Scott Tibbs



To save free speech, we must destroy the "safety" hoax

By Scott Tibbs, January 5, 2022

Free speech has always been under assault. People have always wanted to censor speech they dislike, or that they consider to be harmful. Today, however, this is reinforced by illogical appeals to emotions and fear that must be addressed and refuted. Fear, especially, is a powerful motivator and leads to tyrannical action by the state when elected officials exploit that fear to significantly expand their own power.

One of the most important fronts we have in protecting free speech is combating the hoax that free speech - words or ideas someone does not like - is a threat to that person's "safety." If we are to protect free speech in the long term, from mob violence and eventually from government censorship, we must fight and defeat this hoax. We need to do a better job explaining why free speech is not a threat to safety.

The reason this hoax is so dangerous is that it encourages and excuses mob violence. Mob violence is one of the primary threats to free speech today, especially from so-called "anti-fascist" activists. We naturally understand that if something is legitimately threatening your safety, then you have the moral right to defend yourself, including using force. Even animals, who lack the capacity to form a moral code, instinctively understand that force is a necessary response to threats against safety. Obviously, speech and ideas cannot physically harm anyone, but many people believe it anyway.

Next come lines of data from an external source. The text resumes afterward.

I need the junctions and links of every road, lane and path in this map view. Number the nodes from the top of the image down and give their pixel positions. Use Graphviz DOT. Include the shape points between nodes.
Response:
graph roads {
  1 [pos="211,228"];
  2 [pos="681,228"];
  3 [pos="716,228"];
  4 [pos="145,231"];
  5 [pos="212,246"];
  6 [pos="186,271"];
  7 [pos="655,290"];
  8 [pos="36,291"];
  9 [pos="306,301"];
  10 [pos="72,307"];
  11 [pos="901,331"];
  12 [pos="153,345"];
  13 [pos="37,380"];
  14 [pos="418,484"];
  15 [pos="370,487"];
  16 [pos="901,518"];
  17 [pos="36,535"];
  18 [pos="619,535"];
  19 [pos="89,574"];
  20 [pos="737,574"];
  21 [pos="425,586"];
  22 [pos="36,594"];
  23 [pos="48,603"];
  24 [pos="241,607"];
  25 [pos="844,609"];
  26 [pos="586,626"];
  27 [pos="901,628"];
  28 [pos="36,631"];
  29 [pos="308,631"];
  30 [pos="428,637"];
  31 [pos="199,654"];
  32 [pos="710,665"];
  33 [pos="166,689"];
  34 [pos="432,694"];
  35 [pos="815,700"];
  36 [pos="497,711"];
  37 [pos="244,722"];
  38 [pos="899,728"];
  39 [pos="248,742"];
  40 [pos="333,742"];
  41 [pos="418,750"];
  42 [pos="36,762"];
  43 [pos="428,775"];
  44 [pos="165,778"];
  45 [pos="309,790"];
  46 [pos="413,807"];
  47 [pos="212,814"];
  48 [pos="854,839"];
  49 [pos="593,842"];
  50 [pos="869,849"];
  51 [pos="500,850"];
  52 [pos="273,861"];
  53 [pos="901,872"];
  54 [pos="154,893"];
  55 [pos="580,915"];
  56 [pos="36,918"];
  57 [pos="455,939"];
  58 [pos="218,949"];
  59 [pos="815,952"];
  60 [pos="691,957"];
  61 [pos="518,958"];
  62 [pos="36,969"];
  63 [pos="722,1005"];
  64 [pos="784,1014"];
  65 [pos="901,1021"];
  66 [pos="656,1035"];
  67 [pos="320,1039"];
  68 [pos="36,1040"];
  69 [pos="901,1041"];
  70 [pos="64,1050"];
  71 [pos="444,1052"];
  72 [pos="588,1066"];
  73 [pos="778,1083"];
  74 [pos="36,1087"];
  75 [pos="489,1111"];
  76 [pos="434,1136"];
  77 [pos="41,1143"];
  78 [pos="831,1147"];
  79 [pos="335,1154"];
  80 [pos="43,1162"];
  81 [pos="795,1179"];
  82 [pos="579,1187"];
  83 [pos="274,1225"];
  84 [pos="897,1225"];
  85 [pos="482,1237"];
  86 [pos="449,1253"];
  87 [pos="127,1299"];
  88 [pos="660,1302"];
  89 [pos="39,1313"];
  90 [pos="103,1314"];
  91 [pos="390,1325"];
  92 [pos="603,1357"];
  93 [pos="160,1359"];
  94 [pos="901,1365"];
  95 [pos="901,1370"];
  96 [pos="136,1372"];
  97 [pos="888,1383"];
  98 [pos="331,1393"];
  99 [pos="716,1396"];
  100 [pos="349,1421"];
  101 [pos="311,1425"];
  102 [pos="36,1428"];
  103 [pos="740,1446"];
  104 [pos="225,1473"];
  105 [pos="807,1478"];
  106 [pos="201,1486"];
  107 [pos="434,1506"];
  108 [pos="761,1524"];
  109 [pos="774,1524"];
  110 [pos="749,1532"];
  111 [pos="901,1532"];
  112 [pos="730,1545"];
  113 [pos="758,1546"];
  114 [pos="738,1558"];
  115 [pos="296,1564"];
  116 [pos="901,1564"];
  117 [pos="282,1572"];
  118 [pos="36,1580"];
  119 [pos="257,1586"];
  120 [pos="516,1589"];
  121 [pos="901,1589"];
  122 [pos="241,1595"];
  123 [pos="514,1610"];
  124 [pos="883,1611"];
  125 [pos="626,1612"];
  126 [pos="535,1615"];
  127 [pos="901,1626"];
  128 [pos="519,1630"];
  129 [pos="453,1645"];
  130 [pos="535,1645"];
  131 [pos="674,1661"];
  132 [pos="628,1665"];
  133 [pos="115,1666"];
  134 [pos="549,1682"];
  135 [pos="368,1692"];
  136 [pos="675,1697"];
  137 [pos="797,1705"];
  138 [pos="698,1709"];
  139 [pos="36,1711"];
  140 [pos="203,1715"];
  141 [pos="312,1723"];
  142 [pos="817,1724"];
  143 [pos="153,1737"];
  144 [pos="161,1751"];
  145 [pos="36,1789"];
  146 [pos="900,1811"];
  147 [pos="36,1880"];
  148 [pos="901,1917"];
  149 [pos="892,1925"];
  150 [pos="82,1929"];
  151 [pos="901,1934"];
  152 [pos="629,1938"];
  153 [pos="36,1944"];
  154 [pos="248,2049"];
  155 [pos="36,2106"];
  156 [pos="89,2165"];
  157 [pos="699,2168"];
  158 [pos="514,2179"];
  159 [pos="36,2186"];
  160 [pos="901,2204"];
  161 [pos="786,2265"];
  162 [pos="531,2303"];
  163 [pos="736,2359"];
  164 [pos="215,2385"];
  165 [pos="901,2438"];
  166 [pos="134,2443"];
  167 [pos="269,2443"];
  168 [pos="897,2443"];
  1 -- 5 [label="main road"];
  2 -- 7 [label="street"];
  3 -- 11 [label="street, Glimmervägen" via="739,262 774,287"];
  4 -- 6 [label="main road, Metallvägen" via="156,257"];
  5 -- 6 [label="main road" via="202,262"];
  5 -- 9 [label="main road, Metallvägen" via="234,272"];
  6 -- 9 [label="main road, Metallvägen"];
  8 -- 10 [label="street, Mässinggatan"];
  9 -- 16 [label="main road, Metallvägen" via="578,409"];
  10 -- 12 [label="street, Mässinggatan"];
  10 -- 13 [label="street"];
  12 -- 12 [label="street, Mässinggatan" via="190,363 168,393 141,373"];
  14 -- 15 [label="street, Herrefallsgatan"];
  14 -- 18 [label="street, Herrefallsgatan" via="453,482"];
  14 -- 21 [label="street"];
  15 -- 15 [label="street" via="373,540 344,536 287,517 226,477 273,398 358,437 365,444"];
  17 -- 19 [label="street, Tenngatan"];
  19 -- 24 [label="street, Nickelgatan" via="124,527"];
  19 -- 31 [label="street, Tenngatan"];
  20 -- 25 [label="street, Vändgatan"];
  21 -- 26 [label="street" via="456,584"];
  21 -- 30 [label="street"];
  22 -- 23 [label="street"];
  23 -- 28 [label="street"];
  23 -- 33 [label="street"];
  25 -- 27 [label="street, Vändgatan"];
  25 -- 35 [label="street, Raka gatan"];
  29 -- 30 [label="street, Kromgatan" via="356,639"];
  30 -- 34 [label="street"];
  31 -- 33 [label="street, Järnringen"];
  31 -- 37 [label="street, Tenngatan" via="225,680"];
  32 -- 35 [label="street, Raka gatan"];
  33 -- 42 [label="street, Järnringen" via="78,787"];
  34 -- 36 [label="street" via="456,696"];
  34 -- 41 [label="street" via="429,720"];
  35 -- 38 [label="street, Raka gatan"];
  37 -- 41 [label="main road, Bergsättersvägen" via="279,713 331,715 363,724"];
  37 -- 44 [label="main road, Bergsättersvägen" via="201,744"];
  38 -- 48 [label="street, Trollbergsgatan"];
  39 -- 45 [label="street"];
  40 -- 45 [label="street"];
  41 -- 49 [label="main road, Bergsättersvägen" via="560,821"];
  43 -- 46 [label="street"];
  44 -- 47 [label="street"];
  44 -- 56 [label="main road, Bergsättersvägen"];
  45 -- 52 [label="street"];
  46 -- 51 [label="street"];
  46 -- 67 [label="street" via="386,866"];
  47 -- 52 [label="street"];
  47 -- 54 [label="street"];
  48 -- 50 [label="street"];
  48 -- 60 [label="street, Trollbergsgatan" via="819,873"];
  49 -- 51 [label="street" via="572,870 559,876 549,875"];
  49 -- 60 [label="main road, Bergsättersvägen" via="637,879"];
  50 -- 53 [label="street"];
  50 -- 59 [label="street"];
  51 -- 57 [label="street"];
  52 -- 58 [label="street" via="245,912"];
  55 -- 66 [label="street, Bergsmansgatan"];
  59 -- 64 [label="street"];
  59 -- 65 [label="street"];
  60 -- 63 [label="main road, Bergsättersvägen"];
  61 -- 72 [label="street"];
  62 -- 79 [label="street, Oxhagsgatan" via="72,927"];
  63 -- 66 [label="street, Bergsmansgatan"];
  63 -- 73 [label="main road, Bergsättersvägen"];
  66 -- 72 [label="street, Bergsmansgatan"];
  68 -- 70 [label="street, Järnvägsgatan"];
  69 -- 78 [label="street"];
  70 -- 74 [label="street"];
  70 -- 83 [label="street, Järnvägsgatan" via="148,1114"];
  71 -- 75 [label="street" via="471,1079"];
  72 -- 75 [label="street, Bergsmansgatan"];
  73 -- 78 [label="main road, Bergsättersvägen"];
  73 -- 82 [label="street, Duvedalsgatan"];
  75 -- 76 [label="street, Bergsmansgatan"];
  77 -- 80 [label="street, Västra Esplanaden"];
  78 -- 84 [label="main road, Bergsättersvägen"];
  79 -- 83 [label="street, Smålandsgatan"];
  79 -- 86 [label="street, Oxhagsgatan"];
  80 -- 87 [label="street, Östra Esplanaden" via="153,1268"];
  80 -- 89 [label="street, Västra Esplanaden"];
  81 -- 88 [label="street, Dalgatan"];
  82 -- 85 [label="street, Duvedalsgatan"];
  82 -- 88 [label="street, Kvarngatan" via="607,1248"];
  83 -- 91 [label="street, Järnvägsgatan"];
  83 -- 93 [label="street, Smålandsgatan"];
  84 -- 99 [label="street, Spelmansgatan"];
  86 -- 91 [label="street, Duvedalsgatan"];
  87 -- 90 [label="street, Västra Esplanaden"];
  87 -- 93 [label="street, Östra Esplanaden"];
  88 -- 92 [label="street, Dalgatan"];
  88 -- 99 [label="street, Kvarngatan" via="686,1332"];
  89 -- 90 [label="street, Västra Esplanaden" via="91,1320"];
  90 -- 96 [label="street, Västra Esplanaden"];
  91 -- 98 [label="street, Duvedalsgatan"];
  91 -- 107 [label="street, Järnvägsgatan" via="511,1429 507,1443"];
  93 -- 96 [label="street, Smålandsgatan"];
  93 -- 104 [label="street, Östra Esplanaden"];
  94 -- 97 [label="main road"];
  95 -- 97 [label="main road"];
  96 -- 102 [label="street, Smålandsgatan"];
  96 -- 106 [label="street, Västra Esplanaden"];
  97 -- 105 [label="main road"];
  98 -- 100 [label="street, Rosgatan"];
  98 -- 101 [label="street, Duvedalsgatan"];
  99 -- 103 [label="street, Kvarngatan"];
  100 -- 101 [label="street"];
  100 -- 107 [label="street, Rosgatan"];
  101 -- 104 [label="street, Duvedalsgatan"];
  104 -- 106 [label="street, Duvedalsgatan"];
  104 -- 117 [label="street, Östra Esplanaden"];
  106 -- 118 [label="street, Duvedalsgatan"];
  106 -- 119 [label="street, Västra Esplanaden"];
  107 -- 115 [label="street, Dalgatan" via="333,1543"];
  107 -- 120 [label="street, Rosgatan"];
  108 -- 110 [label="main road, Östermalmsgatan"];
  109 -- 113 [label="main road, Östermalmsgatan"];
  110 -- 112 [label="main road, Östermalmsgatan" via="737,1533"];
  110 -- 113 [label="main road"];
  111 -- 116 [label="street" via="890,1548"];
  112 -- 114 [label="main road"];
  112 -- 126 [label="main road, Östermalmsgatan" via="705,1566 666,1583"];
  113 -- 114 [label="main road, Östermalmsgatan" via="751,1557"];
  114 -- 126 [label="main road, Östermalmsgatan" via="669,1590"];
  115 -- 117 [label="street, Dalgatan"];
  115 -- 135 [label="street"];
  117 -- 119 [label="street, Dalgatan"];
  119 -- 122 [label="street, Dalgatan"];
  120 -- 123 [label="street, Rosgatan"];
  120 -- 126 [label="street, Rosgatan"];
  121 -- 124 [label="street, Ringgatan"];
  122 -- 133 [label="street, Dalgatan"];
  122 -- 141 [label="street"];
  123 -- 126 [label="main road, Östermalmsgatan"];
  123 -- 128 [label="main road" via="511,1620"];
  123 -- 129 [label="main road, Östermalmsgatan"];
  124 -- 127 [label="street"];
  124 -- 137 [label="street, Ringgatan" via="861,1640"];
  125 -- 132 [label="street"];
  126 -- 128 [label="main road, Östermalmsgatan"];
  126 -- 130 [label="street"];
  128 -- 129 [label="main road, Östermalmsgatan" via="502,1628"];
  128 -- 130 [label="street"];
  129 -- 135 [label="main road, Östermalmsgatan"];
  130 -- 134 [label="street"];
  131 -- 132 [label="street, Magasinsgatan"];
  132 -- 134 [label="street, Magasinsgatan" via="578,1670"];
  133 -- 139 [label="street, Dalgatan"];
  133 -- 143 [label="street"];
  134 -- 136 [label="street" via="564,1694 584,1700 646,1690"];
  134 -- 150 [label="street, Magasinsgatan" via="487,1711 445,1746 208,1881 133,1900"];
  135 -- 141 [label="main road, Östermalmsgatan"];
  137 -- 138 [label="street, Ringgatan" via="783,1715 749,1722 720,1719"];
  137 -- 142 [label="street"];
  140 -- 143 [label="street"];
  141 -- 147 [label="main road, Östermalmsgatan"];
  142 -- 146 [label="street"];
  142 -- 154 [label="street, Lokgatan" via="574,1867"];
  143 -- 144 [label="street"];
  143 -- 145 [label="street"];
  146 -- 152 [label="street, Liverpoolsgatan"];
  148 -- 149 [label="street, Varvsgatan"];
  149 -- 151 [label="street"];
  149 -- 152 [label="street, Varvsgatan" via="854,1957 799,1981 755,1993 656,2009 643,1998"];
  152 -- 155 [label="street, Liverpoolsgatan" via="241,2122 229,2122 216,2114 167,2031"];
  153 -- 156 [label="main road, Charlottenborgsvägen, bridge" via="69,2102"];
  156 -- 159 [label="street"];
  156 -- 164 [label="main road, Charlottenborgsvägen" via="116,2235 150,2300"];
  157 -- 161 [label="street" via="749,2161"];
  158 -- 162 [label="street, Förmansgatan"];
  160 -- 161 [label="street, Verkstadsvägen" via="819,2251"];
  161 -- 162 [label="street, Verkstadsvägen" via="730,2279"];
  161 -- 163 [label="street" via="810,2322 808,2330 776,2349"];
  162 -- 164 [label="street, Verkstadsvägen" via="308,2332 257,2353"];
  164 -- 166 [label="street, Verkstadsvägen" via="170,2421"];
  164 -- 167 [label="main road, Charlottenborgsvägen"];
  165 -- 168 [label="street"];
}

It is especially worrisome that college students believe this. College should be a time to learn more about the world, have your ideas challenged, and learn to argue. I was better at articulating my conservative beliefs after four years in college than I was before, because I had to learn how to explain those beliefs to people who were opposed to my ideas. (Listening to Rush Limbaugh helped quite a bit also.) But instead of being a place to learn and grow, college has become a place for people to be protected from ideas they dislike. We see this mentality infecting corporate America as college grads enter the workforce.

This will not be limited to the private sector. Politics is downstream of culture. We may think that because the First Amendment protects free speech and because our courts have a long tradition of ruling in favor of free speech that we are safe from government censorship. But it is the "safety" argument that ruins that. People are willing to give up a lot of liberty for "safety" against real or perceived threats, from the War on Terror and the War on Drugs to the fight against COVID-19. Can we really trust that government will not start censoring speech in the name of "safety?"

At least on policy, we need to aggressively push back in the opposite direction. Violence in response to free speech will be aggressively prosecuted and punished to the fullest extent of the law. This must be a zero-tolerance position and we must hold elected officials and government bureaucrats accountable when they fail to protect the right to free speech against mob violence. We must not allow elected officials or bureaucrats to push the hoax that speech is a threat to "safety." They must be removed from office.

We can win the battle for free speech, but in order to do that we need to confront and refute the underlying assumption that "safety" is threatened. Until we do that, our efforts are going to be frustrated.